La idea de someter el Poder sistemáticamente1) a un juicio en el que cualquier ciudadano pueda exigirle cumplidamente justificaciones de su comportamiento ante el Derecho es una idea que surge del Estado montado por la Revolución francesa, pero que aparece de un modo ocasional. No se encuentra en las grandes fuentes doctrinales de la Revolución una anticipación de este mecanismo que lejanamente pudiese parecerse a lo que hoy estamos habituados a ver. Sin embargo, es un hecho que es de aquí, de los grandes dogmas revolucionarios, de donde en virtud de un conjunto de circunstancias, muchas de ellas casuales, va a surgir esto que hoy ya se considera como un atributo definitivo del sistema cultural de Occidente.
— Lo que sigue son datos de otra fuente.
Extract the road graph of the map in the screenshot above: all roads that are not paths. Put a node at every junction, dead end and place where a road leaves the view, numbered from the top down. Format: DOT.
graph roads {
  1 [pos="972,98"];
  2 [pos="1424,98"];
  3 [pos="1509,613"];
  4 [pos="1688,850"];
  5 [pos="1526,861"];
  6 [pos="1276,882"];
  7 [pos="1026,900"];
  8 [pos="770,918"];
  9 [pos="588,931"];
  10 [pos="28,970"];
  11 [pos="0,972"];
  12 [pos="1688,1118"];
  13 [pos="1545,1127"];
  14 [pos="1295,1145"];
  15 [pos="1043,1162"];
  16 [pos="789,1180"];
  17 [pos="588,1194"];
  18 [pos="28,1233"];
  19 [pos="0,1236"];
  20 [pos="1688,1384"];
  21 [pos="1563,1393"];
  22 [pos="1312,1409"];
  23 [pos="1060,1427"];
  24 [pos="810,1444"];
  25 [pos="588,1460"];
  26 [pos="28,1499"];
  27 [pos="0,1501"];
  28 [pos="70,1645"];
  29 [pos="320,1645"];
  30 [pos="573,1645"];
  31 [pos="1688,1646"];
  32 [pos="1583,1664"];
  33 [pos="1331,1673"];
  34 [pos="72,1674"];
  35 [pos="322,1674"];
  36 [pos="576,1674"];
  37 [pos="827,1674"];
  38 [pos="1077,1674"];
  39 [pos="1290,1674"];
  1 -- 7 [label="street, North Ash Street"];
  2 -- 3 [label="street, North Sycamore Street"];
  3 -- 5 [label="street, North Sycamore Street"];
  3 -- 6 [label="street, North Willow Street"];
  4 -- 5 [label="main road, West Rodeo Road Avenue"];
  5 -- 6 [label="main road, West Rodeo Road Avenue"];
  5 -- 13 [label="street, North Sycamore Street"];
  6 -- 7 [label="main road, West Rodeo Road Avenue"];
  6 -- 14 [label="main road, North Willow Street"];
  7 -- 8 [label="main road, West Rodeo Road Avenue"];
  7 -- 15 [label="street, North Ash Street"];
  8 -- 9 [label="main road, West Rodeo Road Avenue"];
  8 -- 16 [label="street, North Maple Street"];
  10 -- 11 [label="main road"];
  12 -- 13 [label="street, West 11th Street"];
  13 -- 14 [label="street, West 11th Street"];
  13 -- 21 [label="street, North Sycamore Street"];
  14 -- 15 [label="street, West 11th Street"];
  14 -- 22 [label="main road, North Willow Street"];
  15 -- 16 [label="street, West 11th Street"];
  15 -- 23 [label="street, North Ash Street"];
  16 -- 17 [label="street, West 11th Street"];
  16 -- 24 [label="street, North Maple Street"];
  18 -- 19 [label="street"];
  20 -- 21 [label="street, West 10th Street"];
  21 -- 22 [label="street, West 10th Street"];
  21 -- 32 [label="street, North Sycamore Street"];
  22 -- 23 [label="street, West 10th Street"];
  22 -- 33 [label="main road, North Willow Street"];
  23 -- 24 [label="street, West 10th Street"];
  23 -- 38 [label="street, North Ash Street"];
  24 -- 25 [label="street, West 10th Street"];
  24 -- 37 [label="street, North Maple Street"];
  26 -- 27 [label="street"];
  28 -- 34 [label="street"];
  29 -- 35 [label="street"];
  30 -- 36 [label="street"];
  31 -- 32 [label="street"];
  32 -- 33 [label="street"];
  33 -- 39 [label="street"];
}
Esquemáticamente, estas razones, que determinan el surgimiento de la justicia administrativa, podríamos esbozarlas así:

En primer lugar, el principio de legalidad Es, con toda claridad, una consecuencia del dogma rousseauniano de la voluntad general, en virtud del cual no se aceptan ya poderes personales; todo el poder es de la Ley, toda la autoridad que puede ejercitarse es la propia de la Ley; sólo «en nombre de la Ley» —expresión ya habitual, pero cuya significación precisa resulta de su origen en los textos revolucionarios2)— se puede exigir la obediencia. La Ley otorga, y a la vez limita, la autoridad de los agentes, que, como tales, son sólo servidores de la Ley, lex loquens, aunque en el sentido precisamente opuesto al que se dio a esta expresión en la Edad Media cuando se refería al Rey. Parafraseando a Duguit podríamos decir, con conceptos caros a la mentalidad administrativista, que se trata de la conversión del hecho bruto del poder político en la idea técnica de la competencia legal3).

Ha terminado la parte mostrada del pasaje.